Le problème est que beaucoup d’élèves en échec ne sont pas du tout désireux d’arrêter l’école classique à 14 ans et veulent poursuivre au collège. Ils pourraient ressentir cette orientation comme humiliante ou dégradante. Et d’autre part, n’est-ce pas une illusion complète de penser qu’ils s’en sortiront parce qu’ils vont apprendre soi-disant un « métier », dans une conjoncture où des patrons ne sont guère prêts à accueillir des jeunes pas forcément sérieux (respect des horaires par exemple), peu formés et à un âge très bas (voir par exemple le remarquable ouvrage de Baudelot et Establet, expliquant pourquoi, même pour vendre des pizzas, les employeurs préfèrent embaucher un bachelier qu’un jeune non diplômé).
Alors que le mouvement en Europe va plutôt à l’inverse de l’orientation précoce, comme en Allemagne ou la Pologne (malgré les craintes de marche arrière pour ce pays depuis les récentes élections), le retour à une orientation à 14 ans serait effectivement une régression, mais en cas d’alternance politique, cela risque d’être la solution démagogique à courte vue retenue. Je me souviens d’un proviseur de lycée professionnel expliquant à des professeurs de collège qu’il était dangereux de laisser croire aux élèves allant en LP qu’ils seraient dans un enseignement dit plus concret, alors qu’ils allaient devoir utiliser par exemple des notions de maths, etc. Et mettait en garde contre la légende de la motivation par le « manuel ».

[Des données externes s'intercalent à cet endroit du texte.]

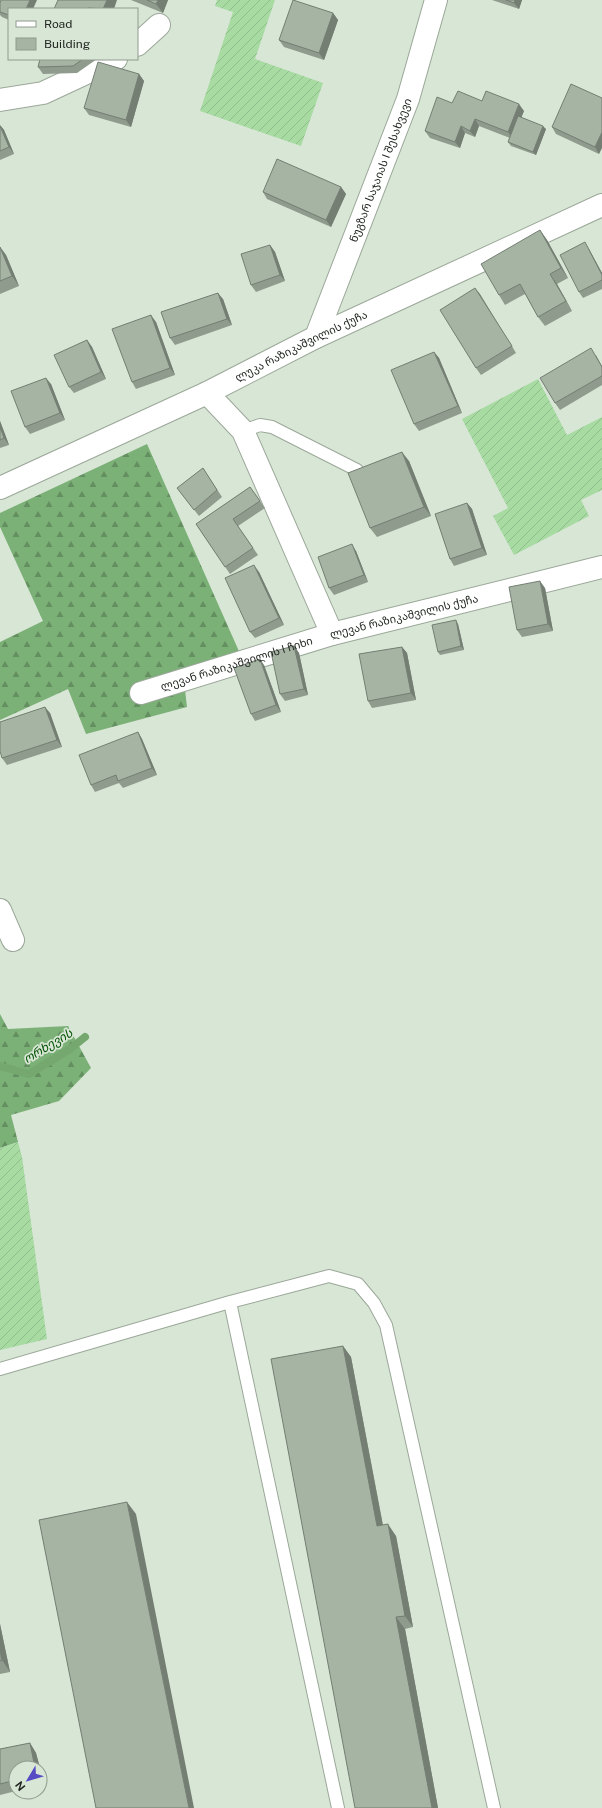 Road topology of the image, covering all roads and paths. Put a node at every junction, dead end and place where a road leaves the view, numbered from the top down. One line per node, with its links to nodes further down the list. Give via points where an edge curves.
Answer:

Qu’il puisse exister des dispositifs ponctuels pour accompagner des jeunes en rupture avec l’école, en partenariat avec des entreprises, pourquoi pas ? Le rejet de tout aménagement de la scolarité me parait vain et dogmatique. Dans le collège où j’ai enseigné, ce genre de dispositifs existait pour quelques cas particuliers et donnait satisfaction. Mais une chose est de travailler sur des solutions pragmatiques à la marge, pour un pourcentage très faible d’élèves décrocheurs ou en voie de l’être, autre chose est d’ouvrir les vannes à cette facilité qui consisterait finalement à éjecter 10 à 15% des élèves de l’école du socle commun à la fin de la cinquième (maintenant première année du cycle 4).

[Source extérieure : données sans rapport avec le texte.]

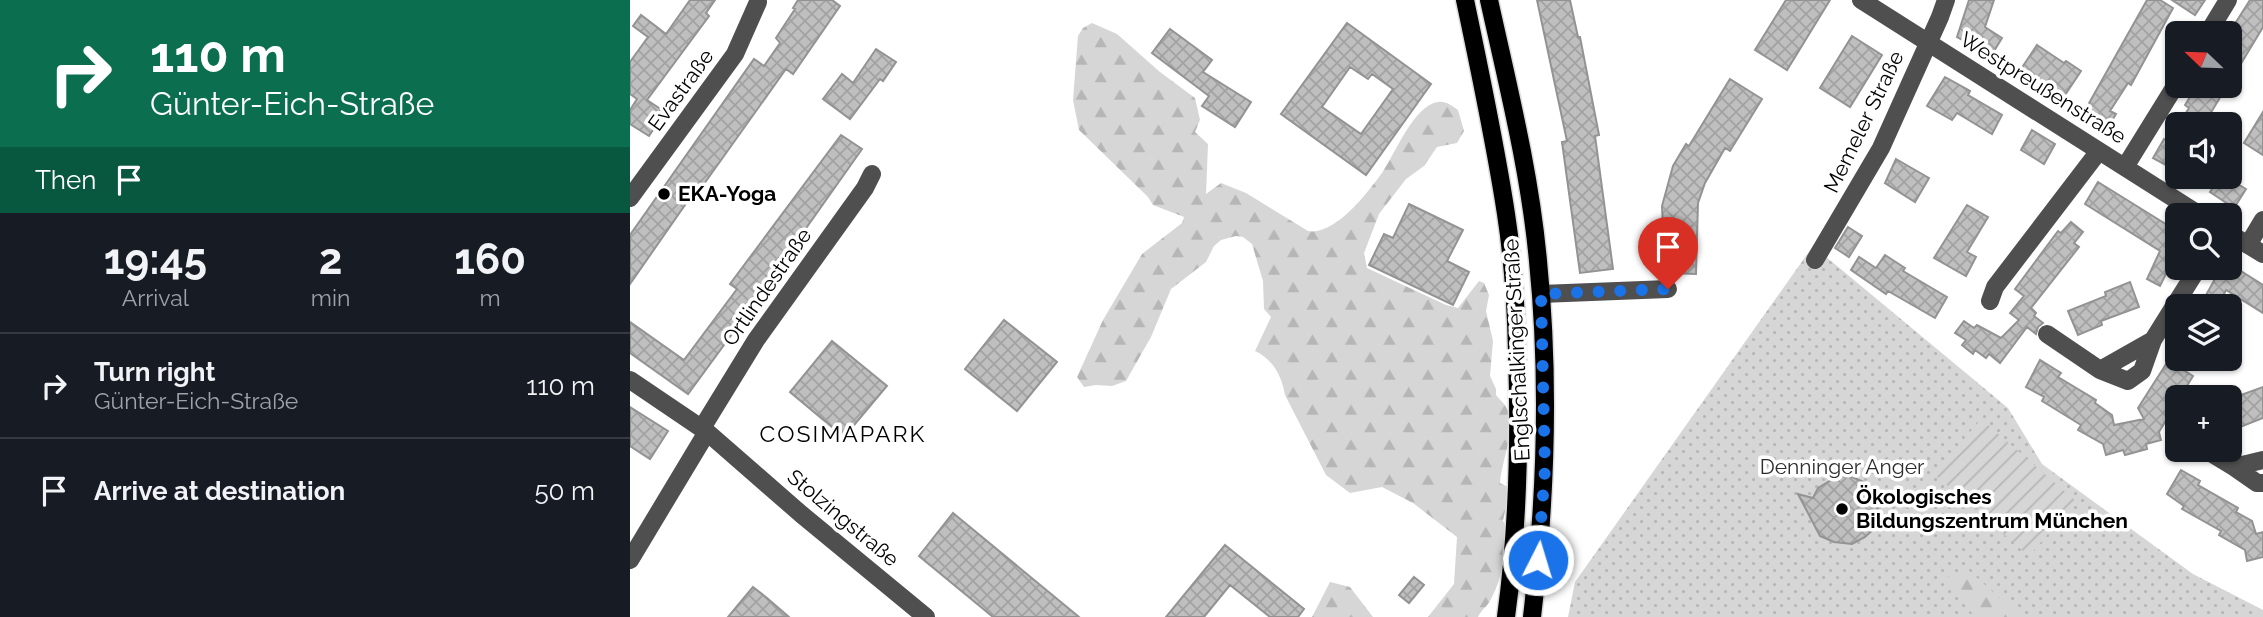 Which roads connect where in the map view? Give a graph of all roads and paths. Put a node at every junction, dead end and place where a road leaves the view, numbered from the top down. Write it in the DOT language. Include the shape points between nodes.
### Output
graph roads {
  1 [pos="1465,0"];
  2 [pos="1489,0"];
  3 [pos="1861,0"];
  4 [pos="1946,0"];
  5 [pos="2228,0"];
  6 [pos="758,2"];
  7 [pos="2215,21"];
  8 [pos="1928,42"];
  9 [pos="2168,98"];
  10 [pos="2099,151"];
  11 [pos="2125,167"];
  12 [pos="872,174"];
  13 [pos="630,198"];
  14 [pos="2181,203"];
  15 [pos="2263,220"];
  16 [pos="2255,249"];
  17 [pos="1815,260"];
  18 [pos="2190,280"];
  19 [pos="1668,289"];
  20 [pos="1541,294"];
  21 [pos="1990,301"];
  22 [pos="2047,334"];
  23 [pos="630,380"];
  24 [pos="705,430"];
  25 [pos="2263,460"];
  26 [pos="2226,462"];
  27 [pos="2234,467"];
  28 [pos="2263,482"];
  29 [pos="630,560"];
  30 [pos="926,617"];
  31 [pos="1506,617"];
  32 [pos="1532,617"];
  1 -- 31 [label="main road, Englschalkinger Straße" via="1507,216 1516,305 1518,471"];
  2 -- 20 [label="main road, Englschalkinger Straße" via="1519,136"];
  3 -- 8 [label="street, Westpreußenstraße"];
  4 -- 8 [label="street, Memeler Straße"];
  5 -- 7 [label="street"];
  6 -- 13 [label="street, Evastraße" via="735,54"];
  8 -- 10 [label="street, Westpreußenstraße"];
  8 -- 17 [label="street, Memeler Straße" via="1881,148"];
  9 -- 11 [label="street"];
  10 -- 11 [label="street, Westpreußenstraße"];
  10 -- 21 [label="street" via="1995,287"];
  11 -- 14 [label="street, Westpreußenstraße"];
  12 -- 24 [label="street, Ortlindestraße" via="756,340"];
  15 -- 16 [label="street"];
  18 -- 22 [label="street" via="2153,340 2100,370"];
  19 -- 20 [label="street"];
  20 -- 32 [label="main road, Englschalkinger Straße" via="1545,469"];
  23 -- 24 [label="street, Stolzingstraße"];
  24 -- 29 [label="street, Ortlindestraße"];
  24 -- 30 [label="street, Stolzingstraße"];
  25 -- 27 [label="street"];
  26 -- 27 [label="street"];
  27 -- 28 [label="street"];
}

Étendre des possibilités locales, encadrées et bien circonscrites à certains élèves, dans le cadre d’une autonomie relative des établissements scolaires serait un renoncement au socle commun, aux efforts pour lutter contre l’échec, qui doivent être au cœur de la réforme du collège. Le « bon sens » n’est pas de mise, nous le répétons régulièrement sur ce blog et ailleurs, qui consisterait à estimer efficace et juste la séparation du bon grain et de l’ivraie.

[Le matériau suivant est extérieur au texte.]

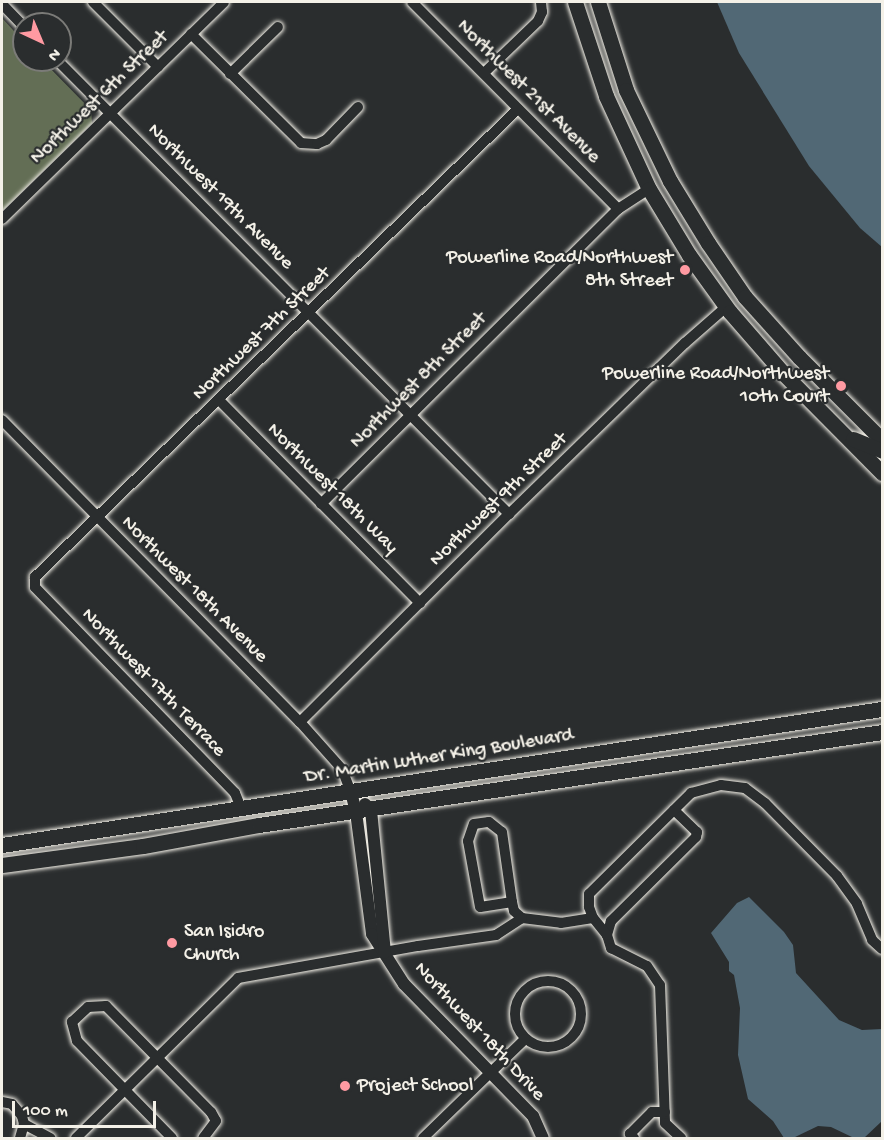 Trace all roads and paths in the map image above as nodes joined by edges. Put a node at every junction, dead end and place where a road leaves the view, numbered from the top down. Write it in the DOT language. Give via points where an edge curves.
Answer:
graph roads {
  1 [pos="93,2"];
  2 [pos="224,2"];
  3 [pos="412,2"];
  4 [pos="541,2"];
  5 [pos="576,2"];
  6 [pos="598,2"];
  7 [pos="278,27"];
  8 [pos="190,34"];
  9 [pos="158,67"];
  10 [pos="69,72"];
  11 [pos="483,73"];
  12 [pos="231,74"];
  13 [pos="358,107"];
  14 [pos="518,109"];
  15 [pos="110,113"];
  16 [pos="638,167"];
  17 [pos="670,181"];
  18 [pos="649,189"];
  19 [pos="685,206"];
  20 [pos="618,209"];
  21 [pos="2,219"];
  22 [pos="726,307"];
  23 [pos="310,312"];
  24 [pos="219,400"];
  25 [pos="411,414"];
  26 [pos="2,420"];
  27 [pos="843,433"];
  28 [pos="882,440"];
  29 [pos="882,451"];
  30 [pos="882,474"];
  31 [pos="321,504"];
  32 [pos="509,514"];
  33 [pos="98,518"];
  34 [pos="35,587"];
  35 [pos="420,603"];
  36 [pos="882,709"];
  37 [pos="300,722"];
  38 [pos="882,732"];
  39 [pos="351,792"];
  40 [pos="241,808"];
  41 [pos="674,810"];
  42 [pos="364,811"];
  43 [pos="2,844"];
  44 [pos="2,865"];
  45 [pos="512,902"];
  46 [pos="522,918"];
  47 [pos="593,918"];
  48 [pos="607,935"];
  49 [pos="882,949"];
  50 [pos="385,952"];
  51 [pos="525,1039"];
  52 [pos="158,1056"];
  53 [pos="491,1073"];
  54 [pos="125,1091"];
  55 [pos="2,1102"];
  56 [pos="665,1112"];
  57 [pos="24,1124"];
  58 [pos="20,1138"];
  59 [pos="50,1138"];
  60 [pos="76,1138"];
  61 [pos="172,1138"];
  62 [pos="202,1138"];
  63 [pos="423,1138"];
  64 [pos="543,1138"];
  65 [pos="634,1138"];
  66 [pos="681,1138"];
  1 -- 9 [label="street"];
  2 -- 8 [label="street, Northwest 6th Street"];
  3 -- 11 [label="street, Northwest 21st Avenue"];
  4 -- 11 [label="street" via="538,21"];
  5 -- 16 [label="main road" via="606,96"];
  6 -- 17 [label="main road" via="627,90"];
  7 -- 12 [label="street"];
  8 -- 9 [label="street, Northwest 6th Street"];
  8 -- 12 [label="street"];
  9 -- 15 [label="street, Northwest 6th Street"];
  10 -- 15 [label="street, Northwest 19th Avenue"];
  11 -- 14 [label="street, Northwest 21st Avenue"];
  12 -- 13 [label="street" via="301,143 326,140"];
  14 -- 20 [label="street, Northwest 21st Avenue"];
  14 -- 23 [label="street, Northwest 7th Street"];
  15 -- 21 [label="street, Northwest 6th Street"];
  15 -- 23 [label="street, Northwest 19th Avenue"];
  16 -- 17 [label="main road"];
  16 -- 18 [label="main road"];
  17 -- 19 [label="main road"];
  18 -- 19 [label="main road" via="665,191"];
  18 -- 20 [label="street, Northwest 8th Street"];
  18 -- 22 [label="main road" via="688,255"];
  19 -- 28 [label="main road" via="746,297"];
  20 -- 25 [label="street, Northwest 8th Street"];
  22 -- 27 [label="main road" via="783,373"];
  22 -- 32 [label="street, Northwest 9th Street"];
  23 -- 24 [label="street, Northwest 7th Street"];
  23 -- 25 [label="street, Northwest 19th Avenue"];
  24 -- 31 [label="street, Northwest 18th Way"];
  24 -- 33 [label="street, Northwest 7th Street"];
  25 -- 31 [label="street, Northwest 8th Street"];
  25 -- 32 [label="street, Northwest 19th Avenue"];
  26 -- 33 [label="street, Northwest 18th Avenue"];
  27 -- 29 [label="main road"];
  27 -- 30 [label="main road"];
  31 -- 35 [label="street, Northwest 18th Way"];
  32 -- 35 [label="street, Northwest 9th Street"];
  33 -- 34 [label="street, Northwest 7th Street" via="35,577"];
  33 -- 37 [label="street, Northwest 18th Avenue"];
  34 -- 40 [label="street, Northwest 17th Terrace" via="235,793"];
  35 -- 37 [label="street, Northwest 9th Street"];
  36 -- 39 [label="main road, Dr. Martin Luther King Boulevard"];
  37 -- 39 [label="street, Northwest 18th Avenue" via="342,769"];
  38 -- 42 [label="main road, Dr. Martin Luther King Boulevard"];
  39 -- 40 [label="main road, Dr. Martin Luther King Boulevard"];
  39 -- 42 [label="street, Northwest 18th Drive"];
  40 -- 43 [label="main road, Dr. Martin Luther King Boulevard"];
  41 -- 47 [label="street" via="589,894"];
  41 -- 48 [label="street" via="697,832 696,837 611,921"];
  41 -- 49 [label="street" via="691,793 703,789 721,785 745,788 837,876 857,904 872,940"];
  42 -- 44 [label="main road, Dr. Martin Luther King Boulevard"];
  42 -- 50 [label="street, Northwest 18th Drive"];
  45 -- 45 [label="street" via="480,908 468,841 474,824 489,822 502,832"];
  45 -- 46 [label="street" via="514,911"];
  46 -- 47 [label="street" via="561,923"];
  46 -- 50 [label="street" via="496,935"];
  47 -- 48 [label="street"];
  48 -- 56 [label="street" via="611,948 647,966 660,985"];
  50 -- 52 [label="street" via="238,978"];
  50 -- 53 [label="street, Northwest 18th Drive" via="404,984"];
  51 -- 51 [label="street" via="544,1047 564,1043 573,1036 581,1007 570,988 549,980 527,987 519,996 515,1018"];
  51 -- 53 [label="street"];
  52 -- 54 [label="street"];
  52 -- 54 [label="street" via="106,1006 87,1007 72,1022 76,1041"];
  52 -- 62 [label="street" via="216,1121"];
  53 -- 63 [label="street"];
  53 -- 64 [label="street, Northwest 18th Drive" via="533,1116"];
  54 -- 60 [label="street"];
  54 -- 61 [label="street"];
  55 -- 57 [label="street" via="18,1109"];
  56 -- 65 [label="street" via="652,1112 630,1134"];
  56 -- 66 [label="street" via="665,1123"];
  57 -- 58 [label="street"];
  57 -- 59 [label="street"];
}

D’autant qu’il y a une confusion quant aux profils d’élèves. Tous les décrocheurs ne sont pas des élèves ne maitrisant pas les fondamentaux (il suffit de voir le public, très hétérogène, des micro-lycées pour décrocheurs), et tous les élèves en difficulté sont loin d’être des décrocheurs au sens où ils refuseraient l’école. Philippe Meirieu avait établi ainsi une distinction entre élèves en difficulté et élève en échec (je préfère pour ma part parler d’élèves en « refus d’école ») : deux profils opposés. La solution «pré-apprentissage à 14 ans » serait standard : tous ceux qui ne suivent pas partiraient de l’école. Peu importe leur profil (mais parfois on feint de confondre tous ces profils si différents). Solution de facilité qui montrerait vite ses limites, comme elle l’a montré autrefois, puisque la réforme Haby du collège unique fut, dans un premier temps, incomplète puisqu’elle acceptait ce système.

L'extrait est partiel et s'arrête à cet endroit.